Disability Justice through Indigenous Ceremony

Disability Justice Through Indigenous Ceremony No More Silence has partnered with the Centre for Independent Living in Toronto on an exciting Disability Justice project. Our hope is to engage with Indigenous community members who experience challenges and barriers when attempting to access cultural and ceremonial spaces in order to develop guidelines to increase the accessibility of these spaces. In the current phase of the project from now until the end of May, we are seeking Indigenous participants with a variety of accessibility needs. We will host zoom meetings to discuss their experiences and share ideas on how Indigenous community spaces can address ableism and improve access to culture and ceremony. We are able to provide a $100 honorarium for ca 1 1/2 hours of your time.
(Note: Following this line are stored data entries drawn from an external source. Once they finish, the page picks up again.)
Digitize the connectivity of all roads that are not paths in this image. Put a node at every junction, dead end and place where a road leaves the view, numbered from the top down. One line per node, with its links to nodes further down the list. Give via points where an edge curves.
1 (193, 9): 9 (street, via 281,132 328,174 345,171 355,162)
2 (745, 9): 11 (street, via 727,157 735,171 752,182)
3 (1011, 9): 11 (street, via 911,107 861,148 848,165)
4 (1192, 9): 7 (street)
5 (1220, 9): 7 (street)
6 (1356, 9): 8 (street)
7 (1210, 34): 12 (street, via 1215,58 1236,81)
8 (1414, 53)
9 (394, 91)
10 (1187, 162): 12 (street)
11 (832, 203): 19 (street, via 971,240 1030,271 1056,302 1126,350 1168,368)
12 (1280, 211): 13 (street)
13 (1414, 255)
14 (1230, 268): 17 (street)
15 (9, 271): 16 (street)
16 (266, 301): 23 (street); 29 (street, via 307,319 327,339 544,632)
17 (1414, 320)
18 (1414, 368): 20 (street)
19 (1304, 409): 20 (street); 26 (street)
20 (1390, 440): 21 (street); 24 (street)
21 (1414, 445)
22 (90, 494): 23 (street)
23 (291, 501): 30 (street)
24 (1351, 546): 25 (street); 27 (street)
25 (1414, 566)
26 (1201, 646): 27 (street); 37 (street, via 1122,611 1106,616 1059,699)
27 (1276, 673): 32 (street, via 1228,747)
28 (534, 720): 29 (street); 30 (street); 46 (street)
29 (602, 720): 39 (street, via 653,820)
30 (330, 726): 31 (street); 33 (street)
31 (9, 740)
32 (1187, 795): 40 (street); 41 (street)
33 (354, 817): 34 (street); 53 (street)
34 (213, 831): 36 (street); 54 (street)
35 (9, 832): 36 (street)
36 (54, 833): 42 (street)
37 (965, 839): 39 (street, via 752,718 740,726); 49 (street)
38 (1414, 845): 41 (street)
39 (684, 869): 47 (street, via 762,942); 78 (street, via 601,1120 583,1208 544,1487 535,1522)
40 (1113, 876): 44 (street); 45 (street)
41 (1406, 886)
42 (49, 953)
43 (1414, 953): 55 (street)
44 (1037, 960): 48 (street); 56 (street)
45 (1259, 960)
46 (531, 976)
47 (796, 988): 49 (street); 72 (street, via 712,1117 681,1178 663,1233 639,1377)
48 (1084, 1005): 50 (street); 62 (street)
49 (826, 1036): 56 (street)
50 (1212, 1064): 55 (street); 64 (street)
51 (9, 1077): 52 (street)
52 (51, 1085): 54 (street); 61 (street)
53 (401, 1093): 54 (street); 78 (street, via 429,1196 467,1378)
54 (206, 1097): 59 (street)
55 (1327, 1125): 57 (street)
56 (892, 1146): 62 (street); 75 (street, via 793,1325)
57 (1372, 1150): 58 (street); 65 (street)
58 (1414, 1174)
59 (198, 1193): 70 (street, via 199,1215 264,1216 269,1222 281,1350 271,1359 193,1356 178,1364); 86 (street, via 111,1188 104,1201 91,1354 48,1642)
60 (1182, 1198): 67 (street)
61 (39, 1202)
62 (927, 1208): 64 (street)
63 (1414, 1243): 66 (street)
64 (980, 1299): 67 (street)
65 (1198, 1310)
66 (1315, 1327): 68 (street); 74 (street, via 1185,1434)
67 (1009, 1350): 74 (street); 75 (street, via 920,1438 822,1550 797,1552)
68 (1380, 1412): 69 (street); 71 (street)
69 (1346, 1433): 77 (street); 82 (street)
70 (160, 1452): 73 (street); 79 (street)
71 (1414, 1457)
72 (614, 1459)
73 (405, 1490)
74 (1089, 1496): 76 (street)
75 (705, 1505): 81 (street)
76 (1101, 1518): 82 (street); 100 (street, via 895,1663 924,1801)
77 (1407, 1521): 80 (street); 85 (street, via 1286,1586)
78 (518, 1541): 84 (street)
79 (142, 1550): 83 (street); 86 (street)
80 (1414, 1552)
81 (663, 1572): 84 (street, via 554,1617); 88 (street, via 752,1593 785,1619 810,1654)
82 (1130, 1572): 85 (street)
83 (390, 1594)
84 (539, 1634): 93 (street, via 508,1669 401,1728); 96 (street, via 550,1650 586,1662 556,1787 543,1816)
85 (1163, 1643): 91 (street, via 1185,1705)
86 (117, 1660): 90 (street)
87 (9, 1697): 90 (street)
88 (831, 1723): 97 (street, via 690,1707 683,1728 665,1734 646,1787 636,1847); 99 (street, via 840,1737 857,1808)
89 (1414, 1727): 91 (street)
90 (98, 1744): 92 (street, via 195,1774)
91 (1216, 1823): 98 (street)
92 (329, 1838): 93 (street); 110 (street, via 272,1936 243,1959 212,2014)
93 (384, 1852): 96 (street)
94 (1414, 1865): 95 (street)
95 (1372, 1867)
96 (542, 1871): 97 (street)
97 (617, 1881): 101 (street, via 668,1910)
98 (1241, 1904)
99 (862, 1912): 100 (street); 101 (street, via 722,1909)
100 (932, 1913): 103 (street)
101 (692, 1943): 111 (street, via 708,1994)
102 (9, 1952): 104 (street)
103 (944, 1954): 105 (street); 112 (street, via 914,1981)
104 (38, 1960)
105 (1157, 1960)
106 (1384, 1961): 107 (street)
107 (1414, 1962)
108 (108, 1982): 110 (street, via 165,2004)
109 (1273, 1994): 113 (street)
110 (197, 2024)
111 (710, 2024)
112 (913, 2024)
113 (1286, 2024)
We will have ASL interpreters available for the discussions in group or one-on-one. We also want to talk about Indigenous concepts of ability and impairment in relation to disability justice. We are looking for participants with lived experience of access needs and/or who have experienced barriers related to physical, mobility, sensory (sight and hearing), intellectual, developmental, mental health, or trauma. In order to register for these meetings, please contact nomoresilenceorg@gmail.com . In a later phase of the project we will be building an accessible sweat lodge. The lodge will be run by Elder, Wanda Whitebird, who has been using a motorized wheelchair as a result of a spinal cord injury in January 2019.